Best practices for metadata conventions #280

alimanfoo opened this issue Jul 23, 2018 · 13 comments

Comments

@alimanfoo
Copy link
Member

Some communities and applications need to define conventions regarding how array and/or group attributes (.zattrs) are used in order to achieve interoperability. It would be good to capture some best practices regarding how this is done, so that there is some consistency in how conventions are documented and implemented, and conventions can be discovered easily so that different groups don't reinvent the wheel.

This issue is intended for discussion and ideas regarding best practices for defining metadata conventions.
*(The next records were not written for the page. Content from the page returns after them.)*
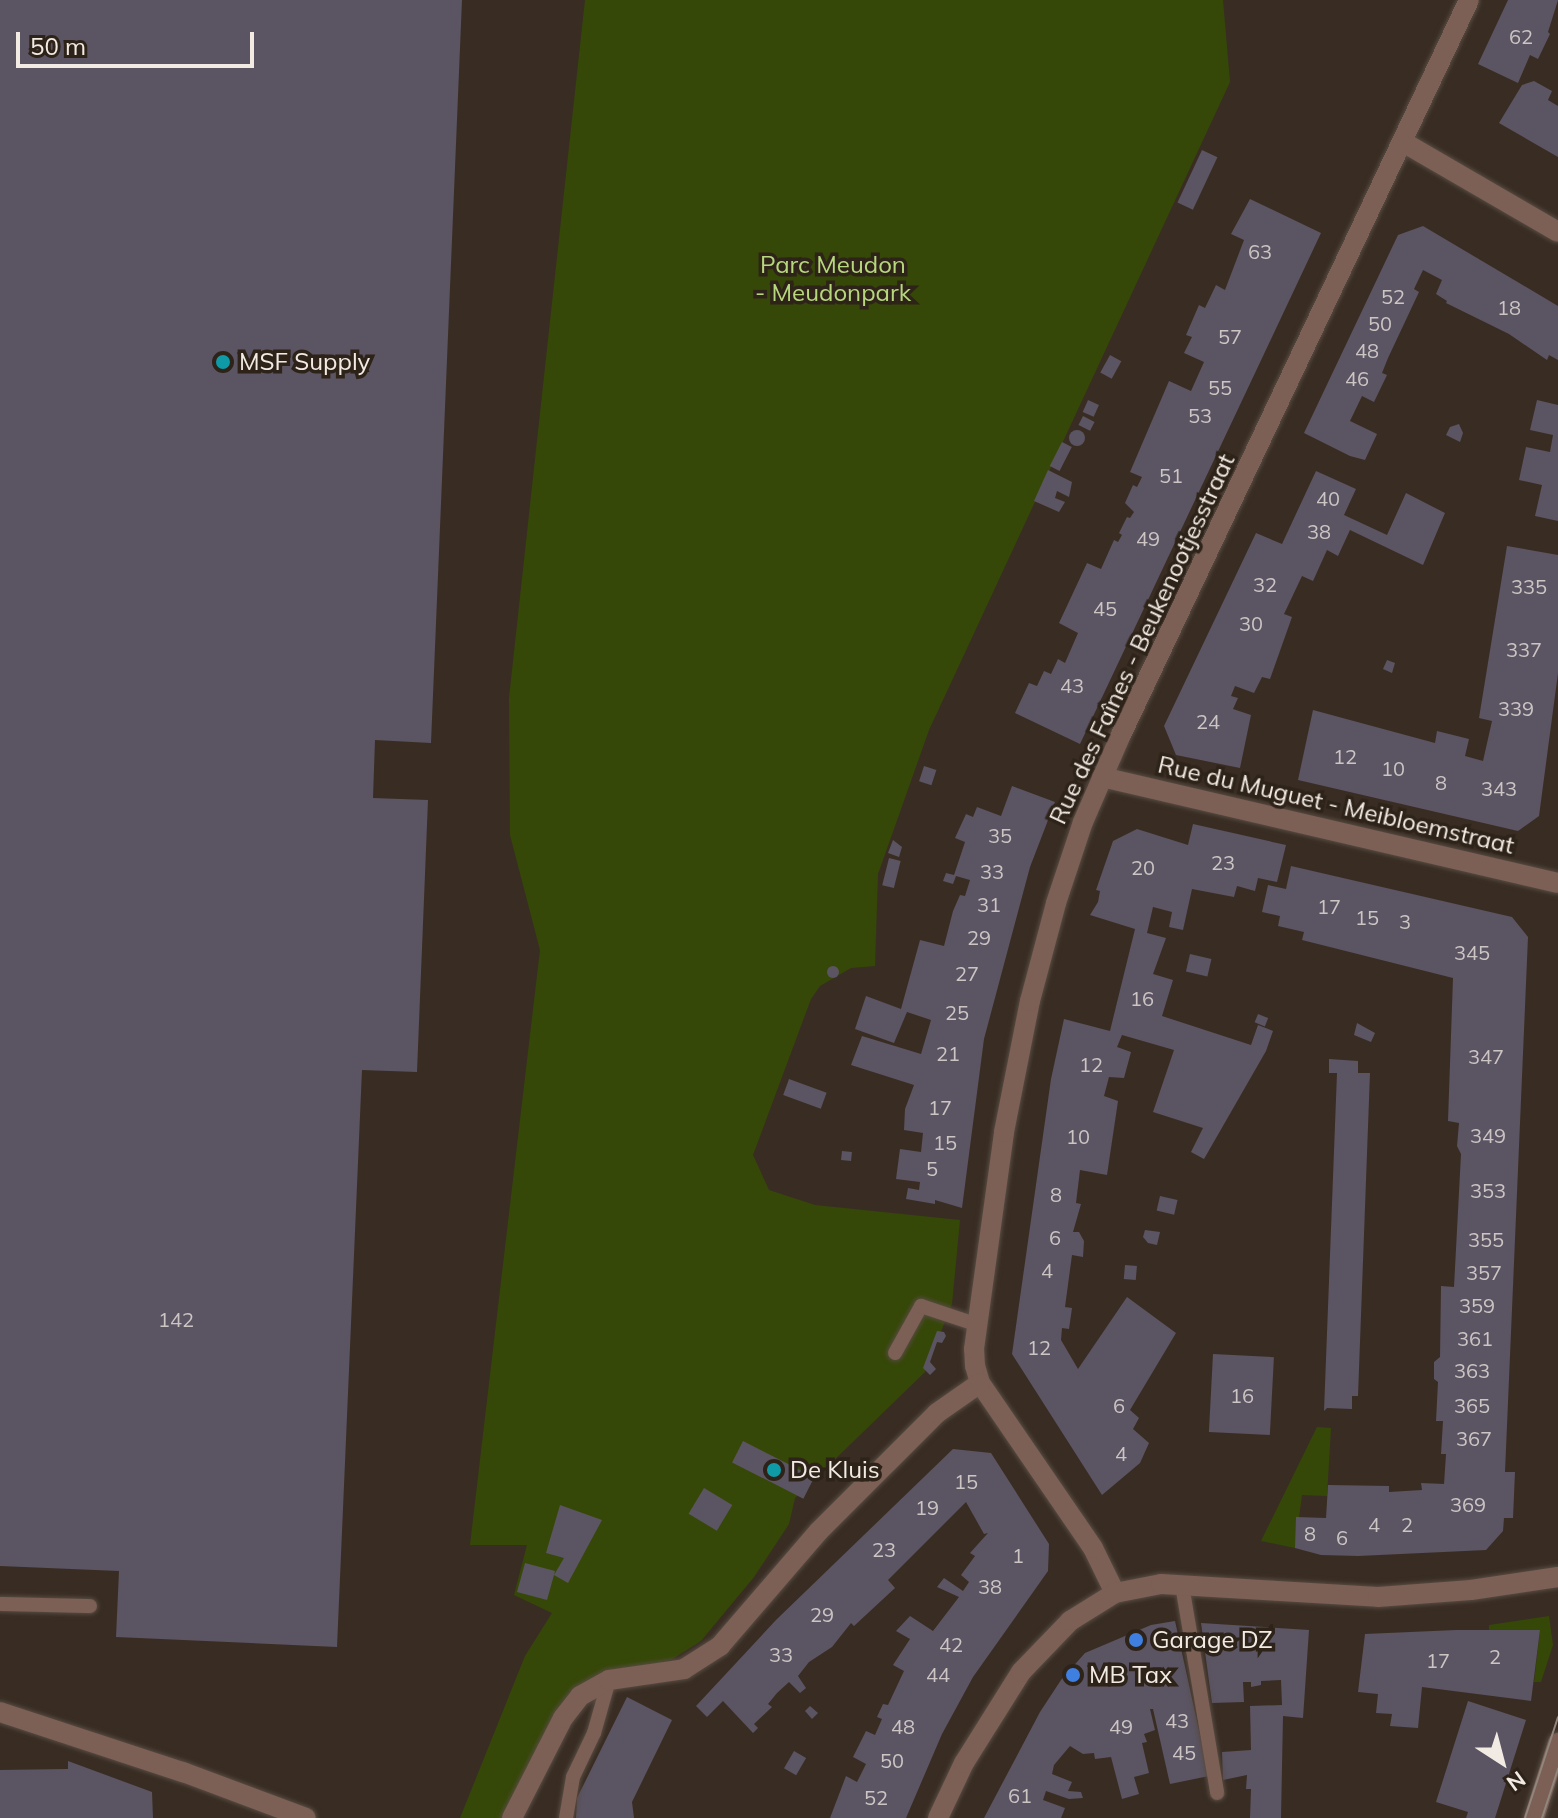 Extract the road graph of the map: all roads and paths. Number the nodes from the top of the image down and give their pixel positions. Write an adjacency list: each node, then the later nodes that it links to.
1 (1469, 0): 2 (street, Rue des Faînes - Beukenootjesstraat)
2 (1403, 142): 3 (street); 4 (street, Rue des Faînes - Beukenootjesstraat)
3 (1558, 232)
4 (1102, 777): 5 (street, Rue du Muguet - Meibloemstraat); 6 (street, Rue des Faînes - Beukenootjesstraat)
5 (1558, 883)
6 (978, 1325): 7 (lane); 8 (street, Rue des Faînes - Beukenootjesstraat)
7 (895, 1353)
8 (980, 1383): 11 (street); 14 (street)
9 (1558, 1577): 10 (street)
10 (1182, 1585): 11 (street); 17 (lane)
11 (1115, 1593): 21 (street)
12 (0, 1604): 13 (lane)
13 (90, 1606)
14 (609, 1680): 19 (street); 20 (lane)
15 (0, 1712): 18 (street)
16 (1558, 1743): 22 (street)
17 (1217, 1793)
18 (306, 1818)
19 (512, 1818)
20 (566, 1818)
21 (938, 1818)
22 (1534, 1818)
Some questions to be addressed (not exhaustive):

  • How should conventions be documented?
  • How/where should conventions be published?
  • How do conventions avoid naming/syntax clashes when more than one convention is used at the same time?
  • Are there any best practices regarding how JSON syntax is used?
@alimanfoo
Copy link
Member Author

Regarding how conventions are published and maintained, here is one idea. We create a new github repo zarr-developers/zarr-conventions. This is a pure sphinx documentation repo with a corresponding RTFD site at zarr-conventions.readthedocs.io. Any group or individual can contribute a convention as a new document via a PR. Once initial PR is accepted, the contributor is given push access to the repo so they can maintain their own convention document.

@alimanfoo
Copy link
Member Author

Regarding JSON syntax conventions, a few suggestions have been made, collecting them here.
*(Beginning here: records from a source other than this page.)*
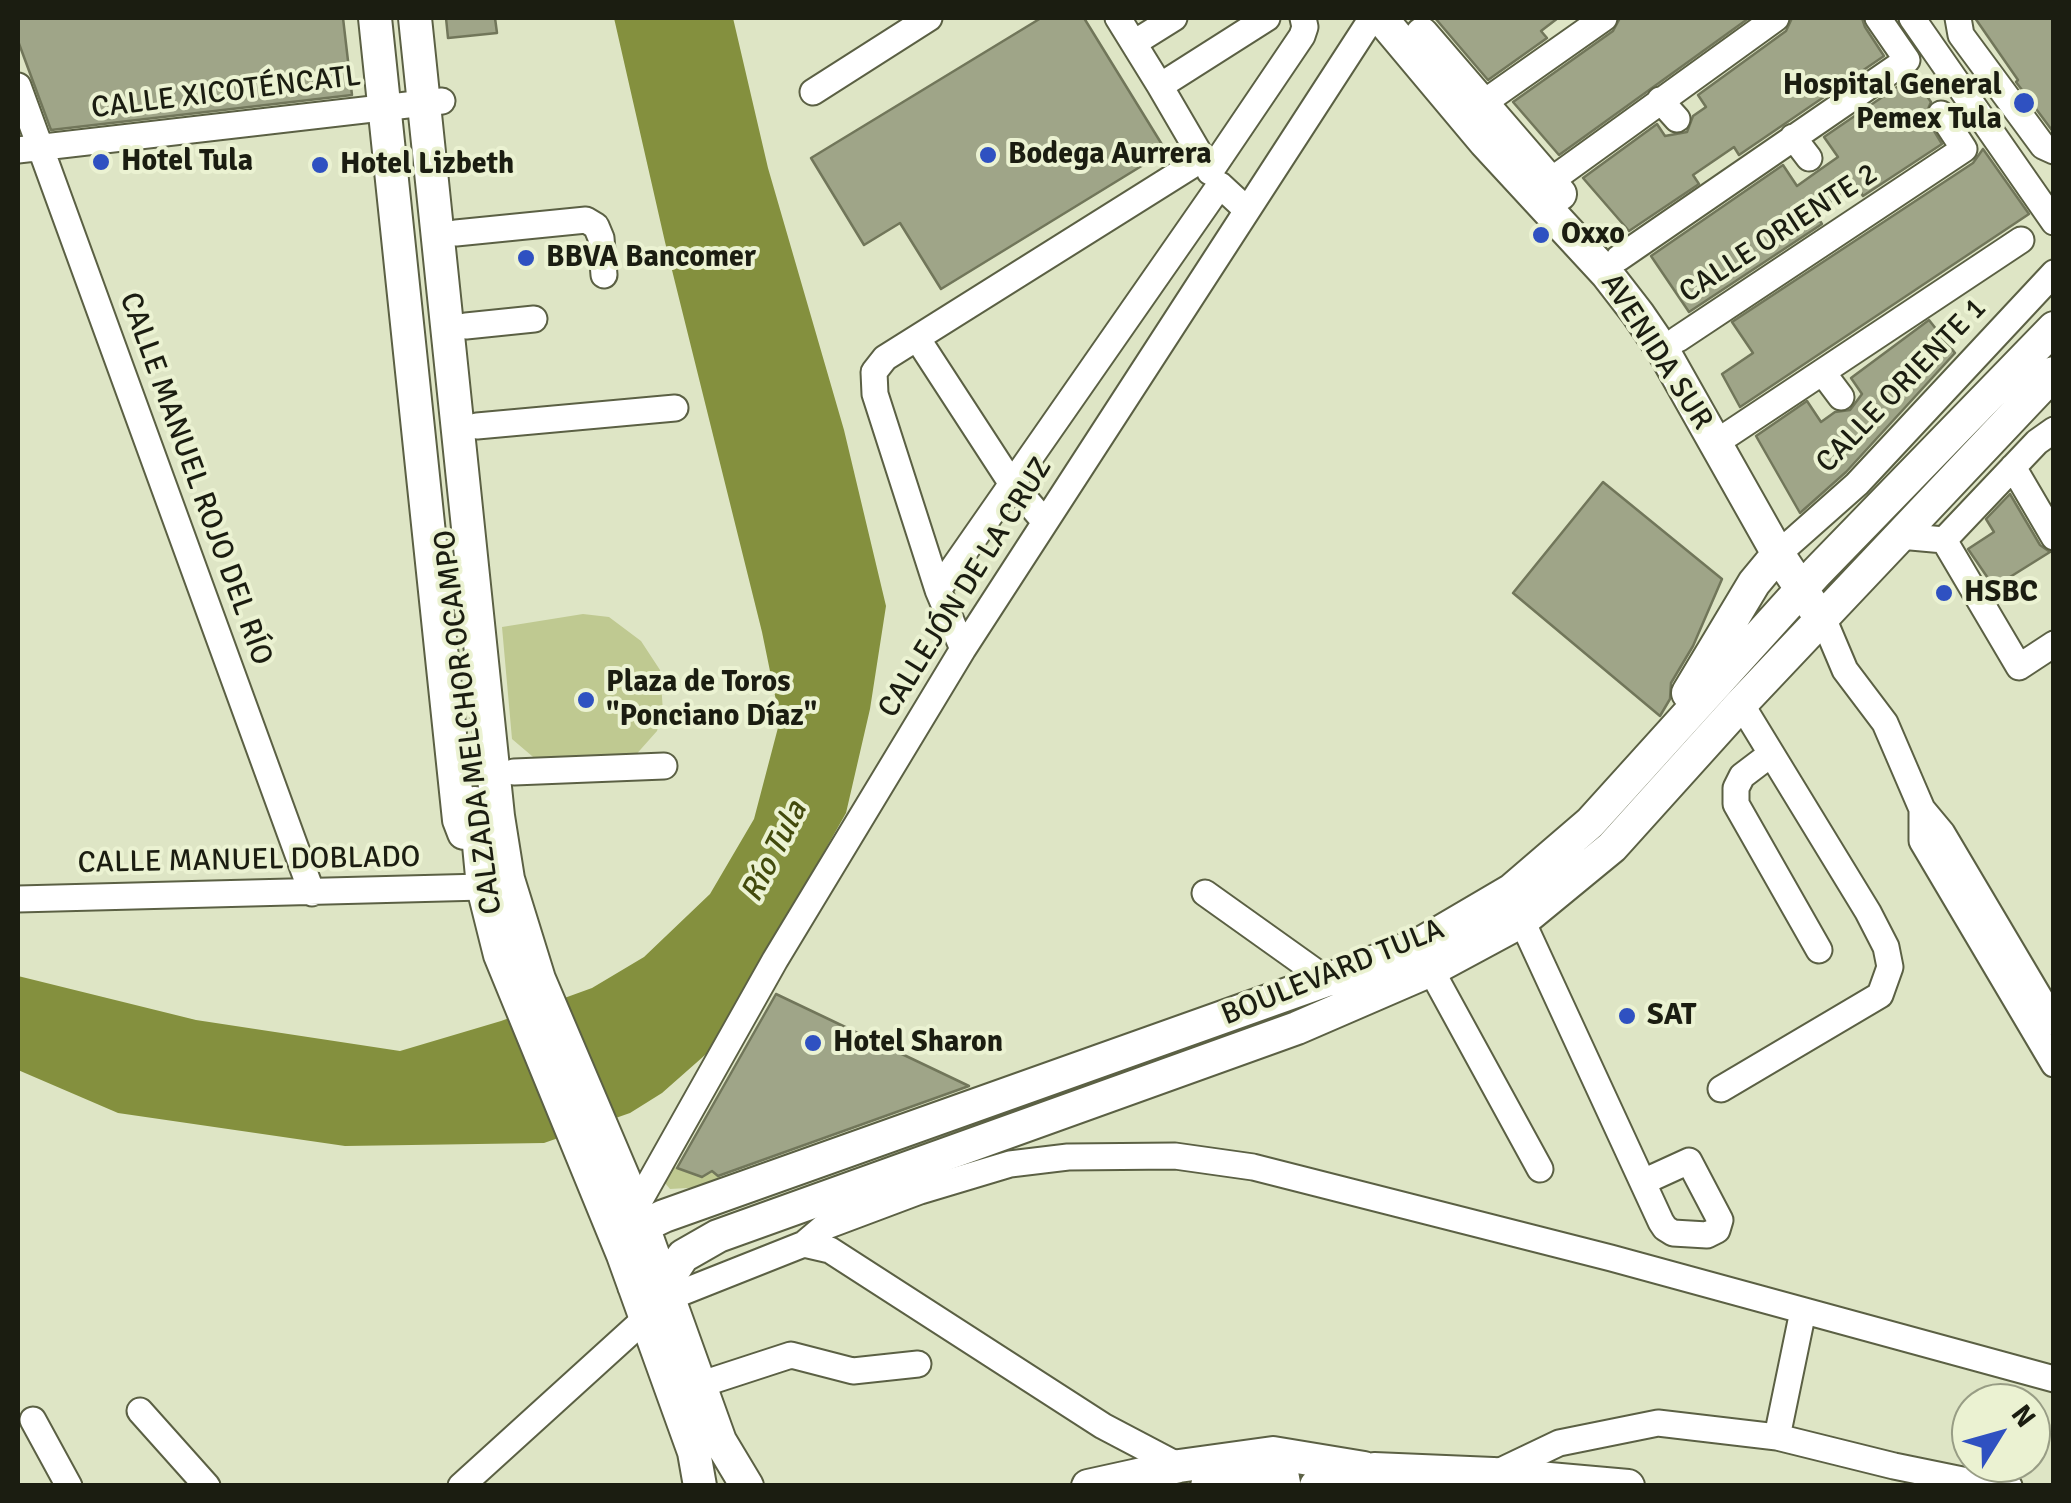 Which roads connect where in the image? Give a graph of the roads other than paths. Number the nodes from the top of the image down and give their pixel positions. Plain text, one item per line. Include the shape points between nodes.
1 (375, 18) edge
2 (394, 18) edge
3 (415, 18) edge
4 (432, 18) edge
5 (929, 18) edge
6 (1118, 18) edge
7 (1174, 18) edge
8 (1267, 18) edge
9 (1303, 18) edge
10 (1776, 18) edge
11 (1878, 18) edge
12 (1912, 18) edge
13 (1958, 18) edge
14 (1590, 21) edge
15 (1388, 24) edge
16 (1134, 44) junction
17 (18, 86) edge
18 (1160, 86) junction
19 (813, 92) dead end
20 (1474, 109) junction
21 (420, 110) junction
22 (1941, 114) dead end
23 (1793, 137) junction
24 (28, 149) edge
25 (2054, 150) edge
26 (1809, 158) dead end
27 (1211, 172) junction
28 (1550, 182) junction
29 (1247, 210) junction
30 (2054, 222) edge
31 (456, 233) junction
32 (2021, 240) dead end
33 (1619, 258) junction
34 (2054, 273) edge
35 (604, 275) dead end
36 (534, 319) dead end
37 (466, 326) junction
38 (2054, 328) edge
39 (917, 338) junction
40 (1678, 339) junction
41 (1823, 372) junction
42 (422, 375) junction
43 (2040, 392) edge
44 (1841, 397) dead end
45 (675, 408) dead end
46 (477, 426) junction
47 (1729, 434) junction
48 (2045, 436) edge
49 (2013, 467) junction
50 (1010, 482) junction
51 (1045, 522) junction
52 (1900, 536) junction
53 (2054, 537) edge
54 (1944, 540) junction
55 (1785, 547) junction
56 (493, 579) junction
57 (1809, 581) junction
58 (938, 590) junction
59 (1832, 607) junction
60 (477, 620) junction
61 (2054, 644) edge
62 (963, 649) junction
63 (442, 657) junction
64 (475, 700) junction
65 (1740, 704) junction
66 (508, 720) junction
67 (1675, 729) junction
68 (1771, 754) junction
69 (664, 766) dead end
70 (514, 772) junction
71 (1922, 809) junction
72 (495, 883) junction
73 (312, 893) junction
74 (1206, 893) dead end
75 (18, 900) edge
76 (1522, 921) junction
77 (1819, 950) dead end
78 (1431, 970) junction
79 (1327, 980) junction
80 (2054, 1022) edge
81 (2054, 1064) edge
82 (1721, 1089) dead end
83 (596, 1149) junction
84 (1004, 1150) junction
85 (1540, 1169) dead end
86 (1643, 1182) junction
87 (641, 1233) junction
88 (804, 1244) junction
89 (695, 1246) junction
90 (653, 1297) junction
91 (1803, 1311) junction
92 (918, 1364) dead end
93 (2054, 1379) edge
94 (700, 1385) junction
95 (140, 1411) dead end
96 (33, 1420) dead end
97 (1777, 1437) junction
98 (707, 1446) junction
99 (1178, 1466) junction
100 (1374, 1469) junction
101 (1493, 1474) junction
102 (1285, 1475) edge
103 (70, 1486) edge
104 (207, 1486) edge
105 (461, 1486) edge
106 (700, 1486) edge
107 (711, 1486) edge
108 (728, 1486) edge
109 (746, 1486) edge
110 (1088, 1486) edge
111 (1207, 1486) edge
112 (1628, 1486) edge
113 (2009, 1486) edge

1 - 21 main road
2 - 21 main road, CALZADA MELCHOR OCAMPO
3 - 21 main road, CALZADA MELCHOR OCAMPO
4 - 21 main road
5 - 19 street
6 - 16 street
7 - 16 street
8 - 18 street
9 - 27 street via 1302,36
10 - 28 street via 1669,109
11 - 23 street via 1907,60
12 - 30 street
13 - 25 street via 1961,35 2043,146
14 - 20 street
15 - 20 main road, AVENIDA SUR
15 - 29 street, CALLEJÓN DE LA CRUZ
16 - 18 street
17 - 24 street, CALLE MANUEL ROJO DEL RÍO
18 - 27 street
20 - 28 main road, AVENIDA SUR
20 - 55 main road, AVENIDA SUR via 1542,206 1638,314
21 - 24 street, CALLE XICOTÉNCATL
21 - 31 main road
21 - 42 main road, CALZADA MELCHOR OCAMPO
21 - 60 main road, CALZADA MELCHOR OCAMPO
22 - 40 street, CALLE ORIENTE 2 via 1964,149 1851,216
23 - 26 street
23 - 33 street via 1709,179
24 - 73 street, CALLE MANUEL ROJO DEL RÍO
27 - 29 street
27 - 39 street
27 - 50 street
28 - 33 main road, AVENIDA SUR
29 - 51 street, CALLEJÓN DE LA CRUZ
31 - 35 street via 586,220 601,238
31 - 37 main road
32 - 41 street, CALLE ORIENTE 1
33 - 40 main road, AVENIDA SUR
34 - 55 street, CALLE ORIENTE 1 via 1857,484
36 - 37 street
37 - 46 main road
38 - 57 main road, BOULEVARD TULA
39 - 50 street
39 - 58 street via 874,372 875,394
40 - 47 main road, AVENIDA SUR
41 - 44 street
41 - 47 street, CALLE ORIENTE 1
42 - 63 main road
42 - 64 main road, CALZADA MELCHOR OCAMPO
43 - 48 street
43 - 52 main road, BOULEVARD TULA
45 - 46 street
46 - 56 main road
47 - 55 main road, AVENIDA SUR
48 - 49 street
49 - 53 street
49 - 54 street
50 - 51 street
50 - 58 street
51 - 62 street, CALLEJÓN DE LA CRUZ
52 - 54 street
52 - 59 main road, BOULEVARD TULA
54 - 61 street via 2019,667
55 - 57 main road, AVENIDA SUR
55 - 67 main road via 1754,583 1692,686
56 - 60 main road
56 - 66 main road
57 - 59 main road, AVENIDA SUR
57 - 67 main road, BOULEVARD TULA
58 - 62 street
59 - 65 main road, BOULEVARD TULA
59 - 71 street via 1844,670 1885,723
60 - 64 main road, CALZADA MELCHOR OCAMPO
62 - 87 street, CALLEJÓN DE LA CRUZ via 775,960
63 - 64 main road
63 - 72 main road via 459,820
64 - 66 main road
64 - 72 main road, CALZADA MELCHOR OCAMPO
65 - 68 street
65 - 76 main road, BOULEVARD TULA via 1612,847
66 - 70 main road
67 - 79 main road, BOULEVARD TULA via 1590,823 1512,890 1420,944
68 - 77 street via 1742,776 1736,804
68 - 82 street via 1868,912 1890,968 1880,995
69 - 70 street
70 - 72 main road via 518,813
71 - 80 street
71 - 81 street via 1922,841
72 - 73 street, CALLE MANUEL DOBLADO
72 - 83 main road, CALZADA MELCHOR OCAMPO via 512,990
73 - 75 street, CALLE MANUEL DOBLADO
74 - 79 street
76 - 78 main road, BOULEVARD TULA
76 - 86 street
78 - 84 main road, BOULEVARD TULA
78 - 85 street
79 - 87 main road, BOULEVARD TULA via 705,1201
83 - 87 main road, CALZADA MELCHOR OCAMPO
83 - 90 main road, CALZADA MELCHOR OCAMPO
84 - 88 street via 824,1227
84 - 89 main road, BOULEVARD TULA
84 - 91 street via 1175,1156 1252,1167
86 - 86 street via 1665,1228 1708,1236 1716,1230 1720,1220 1699,1156
87 - 89 main road, BOULEVARD TULA via 664,1254
87 - 90 main road, CALZADA MELCHOR OCAMPO
88 - 90 street
88 - 99 street via 830,1250 1103,1426
89 - 90 main road
90 - 94 main road, CALZADA MELCHOR OCAMPO
90 - 98 main road, CALZADA MELCHOR OCAMPO
90 - 105 street
91 - 93 street
91 - 97 street
92 - 94 street via 853,1371 792,1355
94 - 98 main road, CALZADA MELCHOR OCAMPO
95 - 104 street
96 - 103 street
97 - 101 street via 1658,1423 1559,1443
97 - 113 street
98 - 106 main road
98 - 107 main road
98 - 108 main road
98 - 109 main road
99 - 102 main road
99 - 110 main road
100 - 101 main road
100 - 102 main road
100 - 102 main road
101 - 112 main road
102 - 111 main road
@shoyer suggested a group-level conventions attribute hat should be a mapping from convention names to versions, e.g., {'conventions': {'netZDF': 1.0, 'CF': 1.6}}.

@clbarnes mentioned that N5 keeps all of the application-specific optional fields in a dict within the attributes JSON with a name like "_netZDF".

Also noting that JSON-LD may be applicable, although I'm not necessarily advocating the use of JSON-LD as it may be too complicated and/or not fit our requirements.

@jakirkham
Copy link
Member

Also probably worth looking at Apache Avro's Spec for Schemas, which is also JSON-based.

@jakirkham
Copy link
Member

Guessing @martindurant has spent a fair bit of time thinking about things like this and may have some thoughts.

@clbarnes
Copy link
Contributor

clbarnes commented Jul 23, 2018

@alimanfoo I like the idea of a conventions repo; they could even each go into separate repos under this org, with a canonical list of the conventions available (with links to them) in the base zarr README to keep them discoverable (although it would make discovering Convention B from Convention A more difficult). This structure would make it easier to have conventions which fork off each other in a transparent way, and be more easy to distinguish histories/activities of particular specs.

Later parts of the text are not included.